È la storia di Angie, una donna londinese sulla trentina, ragazza-madre di un adolescente, Jamie, la quale, dopo il fallimento di una prima fase lavorativa, decide di mettersi in proprio gestendo, assieme ad un’amica, Rose, un’agenzia per la selezione di prestatori d’opera a contratto, ma, nonostante le proprie notevolissime capacità di relazione col personale, è costretta (o forse, è meglio dire: «si adatta»), dopo una serie di incidenti professionali (una pericolosa minaccia, un pestaggio, un’intimidazione trasversale nei confronti del figlio), a ridimensionare l’ambizione di poter operare nel segno della legalità, facendo anche da organizzatrice dei flussi migratori di aspiranti lavoratori da paesi stranieri.
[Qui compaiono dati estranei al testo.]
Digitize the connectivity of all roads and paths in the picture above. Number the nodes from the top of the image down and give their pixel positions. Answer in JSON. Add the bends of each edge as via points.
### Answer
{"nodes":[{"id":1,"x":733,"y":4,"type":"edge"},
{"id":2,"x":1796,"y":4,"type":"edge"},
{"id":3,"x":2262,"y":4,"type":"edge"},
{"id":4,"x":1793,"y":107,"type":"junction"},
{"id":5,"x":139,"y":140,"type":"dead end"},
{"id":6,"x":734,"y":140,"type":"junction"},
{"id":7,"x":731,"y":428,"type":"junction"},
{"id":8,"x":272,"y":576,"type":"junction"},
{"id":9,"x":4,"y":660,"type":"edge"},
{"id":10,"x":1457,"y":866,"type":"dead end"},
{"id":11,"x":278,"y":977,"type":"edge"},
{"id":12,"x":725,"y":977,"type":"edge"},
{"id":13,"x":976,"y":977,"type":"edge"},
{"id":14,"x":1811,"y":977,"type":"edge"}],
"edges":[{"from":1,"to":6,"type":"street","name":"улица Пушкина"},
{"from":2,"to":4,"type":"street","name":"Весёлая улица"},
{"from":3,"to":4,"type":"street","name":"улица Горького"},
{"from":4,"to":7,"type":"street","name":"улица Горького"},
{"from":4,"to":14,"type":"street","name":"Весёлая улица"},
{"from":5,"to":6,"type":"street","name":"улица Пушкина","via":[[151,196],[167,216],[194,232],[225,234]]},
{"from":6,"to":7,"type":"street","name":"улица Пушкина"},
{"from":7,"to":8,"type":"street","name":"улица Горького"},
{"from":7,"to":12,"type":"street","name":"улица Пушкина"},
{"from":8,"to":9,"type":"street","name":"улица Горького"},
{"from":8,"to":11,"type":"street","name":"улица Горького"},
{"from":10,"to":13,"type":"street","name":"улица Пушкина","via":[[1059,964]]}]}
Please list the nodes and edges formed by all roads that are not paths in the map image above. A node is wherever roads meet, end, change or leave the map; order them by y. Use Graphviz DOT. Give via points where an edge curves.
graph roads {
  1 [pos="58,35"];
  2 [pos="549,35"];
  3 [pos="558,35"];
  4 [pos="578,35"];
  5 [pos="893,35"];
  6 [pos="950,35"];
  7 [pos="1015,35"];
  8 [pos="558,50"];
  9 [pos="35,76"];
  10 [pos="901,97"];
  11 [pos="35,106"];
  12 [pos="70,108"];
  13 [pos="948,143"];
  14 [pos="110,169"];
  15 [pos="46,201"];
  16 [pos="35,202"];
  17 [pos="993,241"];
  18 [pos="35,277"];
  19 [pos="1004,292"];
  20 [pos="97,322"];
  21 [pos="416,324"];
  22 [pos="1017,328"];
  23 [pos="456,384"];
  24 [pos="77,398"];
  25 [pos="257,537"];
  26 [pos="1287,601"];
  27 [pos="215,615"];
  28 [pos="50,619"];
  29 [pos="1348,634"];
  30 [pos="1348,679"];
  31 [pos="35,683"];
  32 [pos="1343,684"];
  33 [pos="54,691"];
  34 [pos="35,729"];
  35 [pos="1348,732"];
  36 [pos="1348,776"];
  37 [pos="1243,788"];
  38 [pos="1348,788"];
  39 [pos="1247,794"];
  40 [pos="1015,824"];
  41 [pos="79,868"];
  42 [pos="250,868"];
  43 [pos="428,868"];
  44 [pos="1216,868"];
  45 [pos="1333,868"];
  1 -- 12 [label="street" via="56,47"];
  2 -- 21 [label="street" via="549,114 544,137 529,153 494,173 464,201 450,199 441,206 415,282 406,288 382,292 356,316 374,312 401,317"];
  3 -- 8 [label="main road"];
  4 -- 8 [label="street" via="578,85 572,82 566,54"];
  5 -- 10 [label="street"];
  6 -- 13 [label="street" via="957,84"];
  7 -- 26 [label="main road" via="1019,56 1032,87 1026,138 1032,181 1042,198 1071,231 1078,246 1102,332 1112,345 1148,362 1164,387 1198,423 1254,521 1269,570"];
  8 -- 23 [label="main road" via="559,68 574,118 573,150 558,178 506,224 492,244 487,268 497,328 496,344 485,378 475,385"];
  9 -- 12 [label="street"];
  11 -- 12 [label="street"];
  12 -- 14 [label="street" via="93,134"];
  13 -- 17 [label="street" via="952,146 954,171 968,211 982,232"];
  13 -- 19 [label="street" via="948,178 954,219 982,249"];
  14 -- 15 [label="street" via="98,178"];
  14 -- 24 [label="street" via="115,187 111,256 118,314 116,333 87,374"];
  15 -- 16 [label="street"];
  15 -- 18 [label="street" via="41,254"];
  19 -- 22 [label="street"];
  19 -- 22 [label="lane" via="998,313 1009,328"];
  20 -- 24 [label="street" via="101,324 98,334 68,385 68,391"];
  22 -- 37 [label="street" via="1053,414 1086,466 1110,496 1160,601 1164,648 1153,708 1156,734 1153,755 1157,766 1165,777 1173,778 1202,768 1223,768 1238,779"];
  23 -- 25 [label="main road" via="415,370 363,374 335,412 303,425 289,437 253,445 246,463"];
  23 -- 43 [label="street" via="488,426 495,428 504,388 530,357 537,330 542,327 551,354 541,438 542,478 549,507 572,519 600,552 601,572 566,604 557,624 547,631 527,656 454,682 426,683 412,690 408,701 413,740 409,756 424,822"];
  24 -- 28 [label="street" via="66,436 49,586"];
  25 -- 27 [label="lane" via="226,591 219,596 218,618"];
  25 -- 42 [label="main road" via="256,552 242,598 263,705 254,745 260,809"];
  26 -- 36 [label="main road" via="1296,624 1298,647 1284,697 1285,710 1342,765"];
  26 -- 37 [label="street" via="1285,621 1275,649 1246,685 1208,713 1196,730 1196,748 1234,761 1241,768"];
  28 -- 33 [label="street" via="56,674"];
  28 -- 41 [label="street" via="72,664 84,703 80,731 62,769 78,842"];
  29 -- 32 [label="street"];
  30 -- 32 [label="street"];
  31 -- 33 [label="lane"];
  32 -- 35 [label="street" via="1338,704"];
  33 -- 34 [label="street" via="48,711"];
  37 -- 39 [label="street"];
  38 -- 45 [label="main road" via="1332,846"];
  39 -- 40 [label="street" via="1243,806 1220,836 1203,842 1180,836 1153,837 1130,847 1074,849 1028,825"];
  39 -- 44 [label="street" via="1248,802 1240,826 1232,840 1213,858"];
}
La significazione della vicenda riguarda le insormontabili difficoltà che la protagonista, Angie, trova sul nuovo proprio percorso professionale, nonostante le sue doti straordinarie di gestione del lavoro, ma anche a causa di certi suoi lati fragili, in parte oggettivi per l’urgenza di seguire i problemi adolescenziali del figlio, in parte soggettivi per l’ossessivo desiderio di non finire pensionata come la sua famiglia operaia e per una visione del mondo che privilegia gli affari e la scalata sociale. A causa di tali difficoltà è praticamente inevitabile l’abbandono della iniziale linea di condotta e l’adesione a una pratica comportamentale di sfruttamento degli aspiranti a un lavoro in Inghilterra.
Ci si deve chiedere, a questo punto, secondo la metodologia della lettura strutturale ideata e messa a punto da padre Nazareno Taddei, se la vicenda di Angie ha una significazione che si chiude e si esaurisce su se stessa (fatto che si dà, per esempio, in molti film storici. Tanto per citare un caso evidente e indiscutibile, il film LA CADUTA ha una significazione relativa a Hitler e ai suoi ultimi giorni nel bunker di Berlino, in quel luogo, in quel tempo), oppure, se si apre verso livelli diversi.
Ci sono negli elementi costitutivi del film IT’S A FREE WORLD... (IN QUESTO MONDO LIBERO...) molti aspetti generalizzabili; vale a dire personaggi e situazioni che hanno diversi punti analogici con la vita reale.
Dunque non è una storia «strana» o «straordinaria» o «a sé stante», ma una storia in cui si possono vedere riflessi– magari anche con la distorsione che si ha, quando si guarda in uno specchio incrinato in piú frantumi vicini – accadimenti o circostanze della nostra vita di tutti i giorni.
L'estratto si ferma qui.